▸ ABOUT THIS EXERCISE:
Set down all of the data exactly. Pictures stay out of the copy.

▸ RECORDS SHOWN:
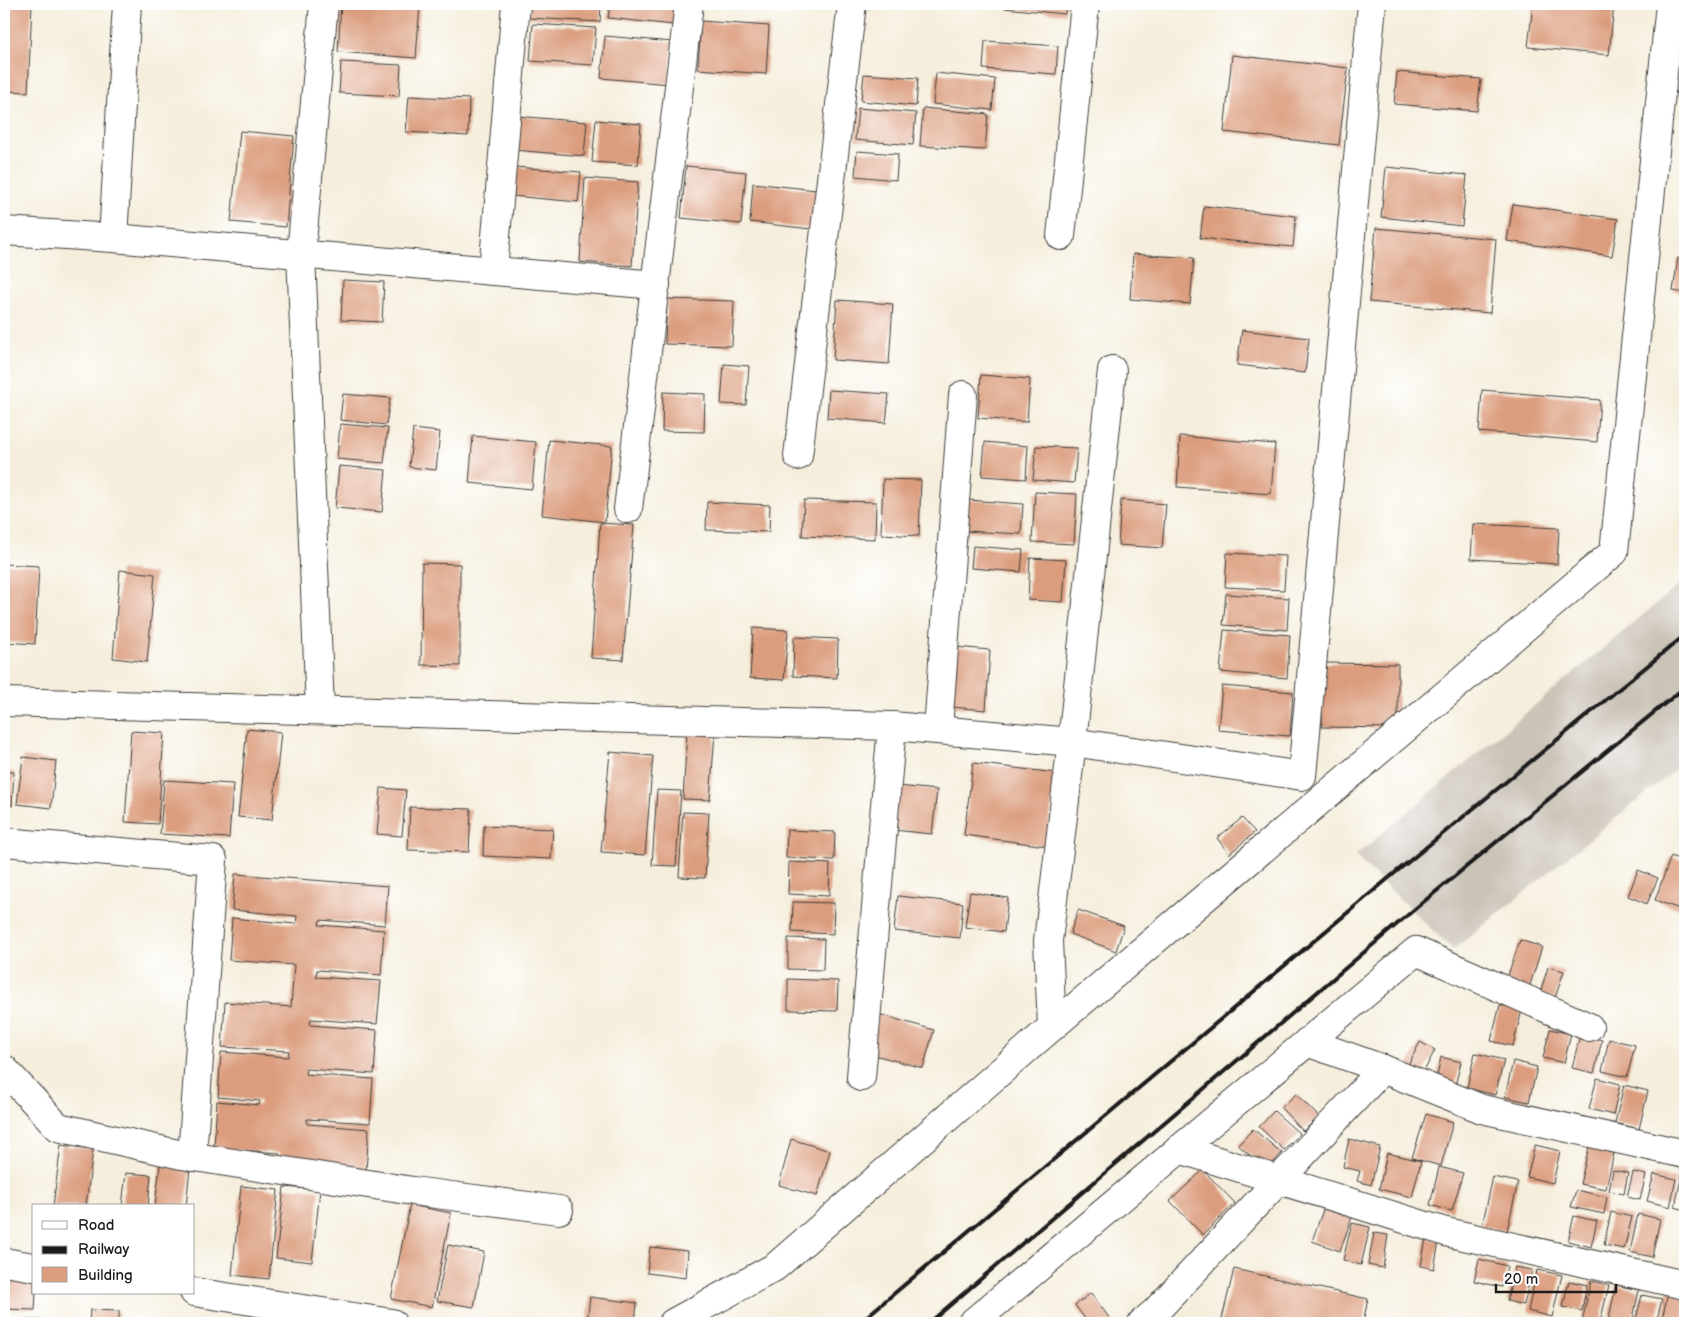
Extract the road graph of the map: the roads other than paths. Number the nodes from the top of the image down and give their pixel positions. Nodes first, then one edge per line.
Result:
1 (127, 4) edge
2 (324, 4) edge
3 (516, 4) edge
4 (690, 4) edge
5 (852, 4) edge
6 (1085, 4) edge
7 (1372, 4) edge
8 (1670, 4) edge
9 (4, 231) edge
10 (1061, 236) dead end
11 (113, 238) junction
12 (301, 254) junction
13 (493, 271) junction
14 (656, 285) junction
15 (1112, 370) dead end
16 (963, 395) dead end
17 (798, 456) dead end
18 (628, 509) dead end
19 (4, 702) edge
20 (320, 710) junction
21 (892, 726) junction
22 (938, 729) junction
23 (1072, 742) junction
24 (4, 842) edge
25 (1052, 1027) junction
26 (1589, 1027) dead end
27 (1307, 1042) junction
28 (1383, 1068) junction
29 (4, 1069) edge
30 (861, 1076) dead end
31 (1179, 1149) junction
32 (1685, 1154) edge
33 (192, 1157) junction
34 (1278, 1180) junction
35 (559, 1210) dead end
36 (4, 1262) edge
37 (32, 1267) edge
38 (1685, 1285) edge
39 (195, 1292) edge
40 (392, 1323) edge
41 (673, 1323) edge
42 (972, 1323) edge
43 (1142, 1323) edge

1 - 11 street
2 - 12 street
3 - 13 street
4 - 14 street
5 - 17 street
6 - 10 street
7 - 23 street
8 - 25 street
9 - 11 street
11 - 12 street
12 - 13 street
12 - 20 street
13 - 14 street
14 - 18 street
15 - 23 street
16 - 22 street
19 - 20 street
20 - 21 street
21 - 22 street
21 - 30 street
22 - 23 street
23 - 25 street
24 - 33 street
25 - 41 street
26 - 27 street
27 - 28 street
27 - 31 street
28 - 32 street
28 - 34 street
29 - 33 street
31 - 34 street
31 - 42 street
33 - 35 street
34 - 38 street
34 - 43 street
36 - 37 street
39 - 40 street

▸ TASK RESULT:
Extract the road graph of the map: the roads other than paths. Number the nodes from the top of the image down and give their pixel positions. Nodes first, then one edge per line.
Result:
1 (127, 4) edge
2 (324, 4) edge
3 (516, 4) edge
4 (690, 4) edge
5 (852, 4) edge
6 (1085, 4) edge
7 (1372, 4) edge
8 (1670, 4) edge
9 (4, 231) edge
10 (1061, 236) dead end
11 (113, 238) junction
12 (301, 254) junction
13 (493, 271) junction
14 (656, 285) junction
15 (1112, 370) dead end
16 (963, 395) dead end
17 (798, 456) dead end
18 (628, 509) dead end
19 (4, 702) edge
20 (320, 710) junction
21 (892, 726) junction
22 (938, 729) junction
23 (1072, 742) junction
24 (4, 842) edge
25 (1052, 1027) junction
26 (1589, 1027) dead end
27 (1307, 1042) junction
28 (1383, 1068) junction
29 (4, 1069) edge
30 (861, 1076) dead end
31 (1179, 1149) junction
32 (1685, 1154) edge
33 (192, 1157) junction
34 (1278, 1180) junction
35 (559, 1210) dead end
36 (4, 1262) edge
37 (32, 1267) edge
38 (1685, 1285) edge
39 (195, 1292) edge
40 (392, 1323) edge
41 (673, 1323) edge
42 (972, 1323) edge
43 (1142, 1323) edge

1 - 11 street
2 - 12 street
3 - 13 street
4 - 14 street
5 - 17 street
6 - 10 street
7 - 23 street
8 - 25 street
9 - 11 street
11 - 12 street
12 - 13 street
12 - 20 street
13 - 14 street
14 - 18 street
15 - 23 street
16 - 22 street
19 - 20 street
20 - 21 street
21 - 22 street
21 - 30 street
22 - 23 street
23 - 25 street
24 - 33 street
25 - 41 street
26 - 27 street
27 - 28 street
27 - 31 street
28 - 32 street
28 - 34 street
29 - 33 street
31 - 34 street
31 - 42 street
33 - 35 street
34 - 38 street
34 - 43 street
36 - 37 street
39 - 40 street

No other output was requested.